● Exercise directions: Which lines of the listing below contain the word "label"? Return them.

● Source data:
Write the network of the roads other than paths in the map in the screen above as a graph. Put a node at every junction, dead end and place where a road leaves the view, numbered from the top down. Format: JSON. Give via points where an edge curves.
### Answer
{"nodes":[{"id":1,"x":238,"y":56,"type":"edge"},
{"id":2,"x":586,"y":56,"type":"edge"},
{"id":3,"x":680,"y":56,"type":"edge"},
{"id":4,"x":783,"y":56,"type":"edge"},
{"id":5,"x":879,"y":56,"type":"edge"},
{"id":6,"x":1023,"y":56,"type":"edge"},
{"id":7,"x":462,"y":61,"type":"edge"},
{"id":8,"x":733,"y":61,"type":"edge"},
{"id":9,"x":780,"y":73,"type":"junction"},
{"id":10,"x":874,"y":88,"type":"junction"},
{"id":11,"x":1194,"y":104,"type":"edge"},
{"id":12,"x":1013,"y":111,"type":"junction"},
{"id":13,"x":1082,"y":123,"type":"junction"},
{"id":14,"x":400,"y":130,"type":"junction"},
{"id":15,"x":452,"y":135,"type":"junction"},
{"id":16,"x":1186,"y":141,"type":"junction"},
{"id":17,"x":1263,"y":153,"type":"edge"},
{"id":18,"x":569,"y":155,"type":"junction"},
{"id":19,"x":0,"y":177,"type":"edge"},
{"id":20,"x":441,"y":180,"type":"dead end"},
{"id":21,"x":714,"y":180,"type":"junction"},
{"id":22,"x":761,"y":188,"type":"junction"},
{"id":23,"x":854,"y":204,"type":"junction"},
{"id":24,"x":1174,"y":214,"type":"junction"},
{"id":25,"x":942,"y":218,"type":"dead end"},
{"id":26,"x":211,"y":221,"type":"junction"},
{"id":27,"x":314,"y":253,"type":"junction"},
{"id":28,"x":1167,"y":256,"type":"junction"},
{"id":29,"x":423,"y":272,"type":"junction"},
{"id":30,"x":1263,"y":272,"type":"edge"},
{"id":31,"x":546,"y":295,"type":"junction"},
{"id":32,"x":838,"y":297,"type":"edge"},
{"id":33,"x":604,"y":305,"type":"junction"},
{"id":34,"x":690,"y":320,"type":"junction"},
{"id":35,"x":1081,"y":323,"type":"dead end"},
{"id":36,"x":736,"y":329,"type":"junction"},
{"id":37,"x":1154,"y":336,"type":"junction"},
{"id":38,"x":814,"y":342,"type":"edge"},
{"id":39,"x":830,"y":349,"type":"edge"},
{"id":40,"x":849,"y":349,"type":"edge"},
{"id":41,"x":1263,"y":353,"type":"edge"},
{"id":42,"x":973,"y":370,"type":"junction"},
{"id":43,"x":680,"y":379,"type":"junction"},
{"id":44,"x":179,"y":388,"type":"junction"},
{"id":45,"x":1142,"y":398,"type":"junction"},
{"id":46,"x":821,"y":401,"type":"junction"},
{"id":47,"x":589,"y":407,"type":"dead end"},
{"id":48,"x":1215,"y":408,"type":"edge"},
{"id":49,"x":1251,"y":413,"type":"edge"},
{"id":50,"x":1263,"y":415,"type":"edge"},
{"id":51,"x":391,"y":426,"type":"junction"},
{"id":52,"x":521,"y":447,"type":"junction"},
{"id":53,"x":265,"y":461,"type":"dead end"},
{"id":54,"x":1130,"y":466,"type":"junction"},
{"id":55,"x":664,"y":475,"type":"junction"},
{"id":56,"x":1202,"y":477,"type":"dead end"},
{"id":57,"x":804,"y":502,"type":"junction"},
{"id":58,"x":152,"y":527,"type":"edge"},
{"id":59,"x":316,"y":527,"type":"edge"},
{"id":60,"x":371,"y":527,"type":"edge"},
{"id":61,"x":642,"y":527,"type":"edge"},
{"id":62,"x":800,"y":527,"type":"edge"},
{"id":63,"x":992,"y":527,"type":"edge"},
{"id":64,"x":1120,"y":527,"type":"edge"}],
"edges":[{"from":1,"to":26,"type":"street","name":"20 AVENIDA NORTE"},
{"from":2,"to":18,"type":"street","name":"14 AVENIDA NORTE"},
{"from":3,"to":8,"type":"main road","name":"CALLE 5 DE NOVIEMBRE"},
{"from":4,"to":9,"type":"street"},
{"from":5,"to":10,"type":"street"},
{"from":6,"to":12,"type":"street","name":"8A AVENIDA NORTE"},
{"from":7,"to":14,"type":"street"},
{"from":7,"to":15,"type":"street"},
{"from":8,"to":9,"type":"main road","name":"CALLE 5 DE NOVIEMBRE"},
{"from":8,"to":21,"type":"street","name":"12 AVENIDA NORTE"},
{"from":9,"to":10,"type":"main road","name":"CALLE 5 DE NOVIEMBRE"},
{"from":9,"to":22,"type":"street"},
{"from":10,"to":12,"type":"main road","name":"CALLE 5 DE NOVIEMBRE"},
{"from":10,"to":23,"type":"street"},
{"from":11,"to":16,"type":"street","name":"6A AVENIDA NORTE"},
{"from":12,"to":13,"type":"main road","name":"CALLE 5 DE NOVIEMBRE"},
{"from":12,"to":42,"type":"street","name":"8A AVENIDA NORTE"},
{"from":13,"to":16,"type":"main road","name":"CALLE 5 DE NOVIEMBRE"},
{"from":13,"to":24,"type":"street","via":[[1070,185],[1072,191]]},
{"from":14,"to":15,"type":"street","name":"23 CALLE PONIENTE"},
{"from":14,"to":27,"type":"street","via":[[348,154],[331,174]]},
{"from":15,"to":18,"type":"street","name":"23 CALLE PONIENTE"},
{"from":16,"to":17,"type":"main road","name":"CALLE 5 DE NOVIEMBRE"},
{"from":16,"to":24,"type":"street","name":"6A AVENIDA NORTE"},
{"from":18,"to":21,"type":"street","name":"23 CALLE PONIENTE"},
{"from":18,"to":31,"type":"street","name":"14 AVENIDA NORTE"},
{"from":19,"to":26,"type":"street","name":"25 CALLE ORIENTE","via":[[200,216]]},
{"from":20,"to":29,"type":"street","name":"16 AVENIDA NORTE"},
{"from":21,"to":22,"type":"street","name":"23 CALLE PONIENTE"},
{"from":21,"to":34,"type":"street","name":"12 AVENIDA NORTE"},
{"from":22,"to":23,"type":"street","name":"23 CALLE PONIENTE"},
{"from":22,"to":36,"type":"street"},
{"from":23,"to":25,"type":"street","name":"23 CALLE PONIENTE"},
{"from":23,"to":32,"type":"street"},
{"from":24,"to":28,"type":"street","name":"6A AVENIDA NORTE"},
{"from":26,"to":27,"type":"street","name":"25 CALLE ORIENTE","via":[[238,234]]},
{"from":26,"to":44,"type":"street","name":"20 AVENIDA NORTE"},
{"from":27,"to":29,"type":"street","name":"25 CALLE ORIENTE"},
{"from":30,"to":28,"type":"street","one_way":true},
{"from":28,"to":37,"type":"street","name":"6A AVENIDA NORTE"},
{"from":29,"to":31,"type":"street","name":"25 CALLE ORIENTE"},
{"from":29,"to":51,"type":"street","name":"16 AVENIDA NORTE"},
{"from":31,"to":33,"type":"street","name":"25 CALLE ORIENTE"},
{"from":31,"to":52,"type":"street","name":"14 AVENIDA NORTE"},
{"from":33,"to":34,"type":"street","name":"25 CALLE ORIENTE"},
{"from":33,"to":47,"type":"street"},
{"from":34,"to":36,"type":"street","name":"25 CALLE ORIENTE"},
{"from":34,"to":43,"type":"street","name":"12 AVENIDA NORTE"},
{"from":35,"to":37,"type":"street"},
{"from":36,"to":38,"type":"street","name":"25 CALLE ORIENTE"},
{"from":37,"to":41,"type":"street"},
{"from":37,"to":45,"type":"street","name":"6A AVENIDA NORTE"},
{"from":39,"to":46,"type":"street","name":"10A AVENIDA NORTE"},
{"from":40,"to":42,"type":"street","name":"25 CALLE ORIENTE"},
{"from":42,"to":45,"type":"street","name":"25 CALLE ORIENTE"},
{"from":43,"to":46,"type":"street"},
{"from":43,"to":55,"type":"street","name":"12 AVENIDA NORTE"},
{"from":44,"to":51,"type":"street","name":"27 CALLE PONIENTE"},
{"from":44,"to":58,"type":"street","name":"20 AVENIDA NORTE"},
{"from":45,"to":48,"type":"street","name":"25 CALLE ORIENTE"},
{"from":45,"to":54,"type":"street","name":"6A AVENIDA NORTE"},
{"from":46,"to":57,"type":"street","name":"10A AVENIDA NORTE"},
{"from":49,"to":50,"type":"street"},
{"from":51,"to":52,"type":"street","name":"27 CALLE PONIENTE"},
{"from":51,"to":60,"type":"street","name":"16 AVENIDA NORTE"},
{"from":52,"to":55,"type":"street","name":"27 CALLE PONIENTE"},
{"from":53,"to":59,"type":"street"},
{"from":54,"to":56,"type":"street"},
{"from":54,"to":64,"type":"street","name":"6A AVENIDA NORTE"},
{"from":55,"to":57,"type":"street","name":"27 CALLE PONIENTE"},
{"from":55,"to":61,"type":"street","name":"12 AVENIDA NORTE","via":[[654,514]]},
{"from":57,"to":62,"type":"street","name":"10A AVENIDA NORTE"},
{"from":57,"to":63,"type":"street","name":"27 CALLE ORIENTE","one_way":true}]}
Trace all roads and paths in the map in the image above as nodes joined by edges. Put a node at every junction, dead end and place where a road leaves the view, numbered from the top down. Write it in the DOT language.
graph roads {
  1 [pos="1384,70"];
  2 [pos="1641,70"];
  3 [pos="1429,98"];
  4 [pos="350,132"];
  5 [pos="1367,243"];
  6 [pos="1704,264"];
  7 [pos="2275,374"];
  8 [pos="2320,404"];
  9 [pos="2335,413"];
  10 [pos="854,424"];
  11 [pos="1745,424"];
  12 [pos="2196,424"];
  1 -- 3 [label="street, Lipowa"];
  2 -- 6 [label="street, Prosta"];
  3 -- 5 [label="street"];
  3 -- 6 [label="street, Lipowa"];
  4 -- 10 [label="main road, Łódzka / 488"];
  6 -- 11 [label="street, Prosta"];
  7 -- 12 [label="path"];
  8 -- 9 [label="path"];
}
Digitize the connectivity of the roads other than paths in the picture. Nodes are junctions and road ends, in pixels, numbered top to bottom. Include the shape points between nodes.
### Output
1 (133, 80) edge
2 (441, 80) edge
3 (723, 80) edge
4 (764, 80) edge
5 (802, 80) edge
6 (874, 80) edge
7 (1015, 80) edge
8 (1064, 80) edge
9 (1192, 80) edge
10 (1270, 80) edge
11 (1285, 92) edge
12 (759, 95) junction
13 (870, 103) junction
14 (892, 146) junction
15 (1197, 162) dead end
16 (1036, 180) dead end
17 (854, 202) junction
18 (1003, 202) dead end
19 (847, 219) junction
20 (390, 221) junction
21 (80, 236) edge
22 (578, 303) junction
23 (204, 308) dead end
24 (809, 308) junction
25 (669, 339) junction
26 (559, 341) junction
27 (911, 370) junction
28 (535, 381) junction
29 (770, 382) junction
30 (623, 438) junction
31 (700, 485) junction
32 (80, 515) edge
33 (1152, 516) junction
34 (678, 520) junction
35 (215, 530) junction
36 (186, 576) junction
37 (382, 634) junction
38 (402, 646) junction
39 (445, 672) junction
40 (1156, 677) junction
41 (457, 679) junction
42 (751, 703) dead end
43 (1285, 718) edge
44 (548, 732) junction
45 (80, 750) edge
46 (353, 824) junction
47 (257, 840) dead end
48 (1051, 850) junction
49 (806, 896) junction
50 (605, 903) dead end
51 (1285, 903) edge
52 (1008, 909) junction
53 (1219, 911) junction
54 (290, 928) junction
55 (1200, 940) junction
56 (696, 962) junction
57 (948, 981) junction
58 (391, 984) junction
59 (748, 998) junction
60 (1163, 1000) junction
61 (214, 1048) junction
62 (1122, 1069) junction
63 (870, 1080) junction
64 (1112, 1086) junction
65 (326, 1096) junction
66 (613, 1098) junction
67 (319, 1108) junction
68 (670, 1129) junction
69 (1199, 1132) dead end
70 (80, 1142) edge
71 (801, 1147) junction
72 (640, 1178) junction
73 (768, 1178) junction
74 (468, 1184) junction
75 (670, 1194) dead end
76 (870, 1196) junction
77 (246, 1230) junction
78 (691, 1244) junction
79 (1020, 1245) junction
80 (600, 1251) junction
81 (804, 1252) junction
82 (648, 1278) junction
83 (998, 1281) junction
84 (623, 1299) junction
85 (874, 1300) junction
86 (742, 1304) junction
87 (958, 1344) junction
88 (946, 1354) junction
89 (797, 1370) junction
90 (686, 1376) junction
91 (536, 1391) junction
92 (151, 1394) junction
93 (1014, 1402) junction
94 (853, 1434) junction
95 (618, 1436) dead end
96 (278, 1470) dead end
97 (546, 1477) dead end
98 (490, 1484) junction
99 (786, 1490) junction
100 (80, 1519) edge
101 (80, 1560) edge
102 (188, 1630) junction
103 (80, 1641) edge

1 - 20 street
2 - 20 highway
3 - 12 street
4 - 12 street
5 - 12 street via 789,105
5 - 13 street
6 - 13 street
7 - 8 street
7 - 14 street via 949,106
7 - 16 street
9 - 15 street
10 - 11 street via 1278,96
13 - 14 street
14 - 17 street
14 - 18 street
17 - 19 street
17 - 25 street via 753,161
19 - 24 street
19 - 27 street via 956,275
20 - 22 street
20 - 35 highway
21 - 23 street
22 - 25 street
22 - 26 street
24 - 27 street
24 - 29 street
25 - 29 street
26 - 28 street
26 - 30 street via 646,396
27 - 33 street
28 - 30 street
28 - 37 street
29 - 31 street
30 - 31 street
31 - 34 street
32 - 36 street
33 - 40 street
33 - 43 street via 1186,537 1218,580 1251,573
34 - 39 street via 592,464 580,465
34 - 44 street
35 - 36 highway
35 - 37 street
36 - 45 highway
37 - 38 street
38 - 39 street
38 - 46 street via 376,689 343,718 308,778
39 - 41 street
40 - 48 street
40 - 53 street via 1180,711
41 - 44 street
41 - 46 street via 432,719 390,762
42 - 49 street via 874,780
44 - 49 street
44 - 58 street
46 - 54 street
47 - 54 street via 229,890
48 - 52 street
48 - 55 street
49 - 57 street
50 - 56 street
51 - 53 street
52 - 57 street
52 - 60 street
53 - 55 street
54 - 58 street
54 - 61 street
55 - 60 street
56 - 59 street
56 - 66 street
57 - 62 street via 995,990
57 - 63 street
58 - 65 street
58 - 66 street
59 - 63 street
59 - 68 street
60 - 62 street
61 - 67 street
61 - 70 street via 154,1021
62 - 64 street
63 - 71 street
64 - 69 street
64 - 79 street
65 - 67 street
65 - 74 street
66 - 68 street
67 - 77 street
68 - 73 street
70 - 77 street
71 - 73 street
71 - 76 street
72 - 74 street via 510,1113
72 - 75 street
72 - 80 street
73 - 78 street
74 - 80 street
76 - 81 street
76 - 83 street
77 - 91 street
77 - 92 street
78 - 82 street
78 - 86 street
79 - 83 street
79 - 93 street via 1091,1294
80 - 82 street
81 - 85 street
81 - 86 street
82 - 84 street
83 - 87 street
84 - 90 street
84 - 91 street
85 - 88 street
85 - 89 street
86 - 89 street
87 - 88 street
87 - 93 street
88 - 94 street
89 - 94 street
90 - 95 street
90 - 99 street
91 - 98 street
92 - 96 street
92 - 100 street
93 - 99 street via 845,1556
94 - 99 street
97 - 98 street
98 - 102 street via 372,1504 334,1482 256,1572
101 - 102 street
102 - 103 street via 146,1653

● Exercise solution:
  1 -- 3 [label="street, Lipowa"];
  2 -- 6 [label="street, Prosta"];
  3 -- 5 [label="street"];
  3 -- 6 [label="street, Lipowa"];
  4 -- 10 [label="main road, Łódzka / 488"];
  6 -- 11 [label="street, Prosta"];
  7 -- 12 [label="path"];
  8 -- 9 [label="path"];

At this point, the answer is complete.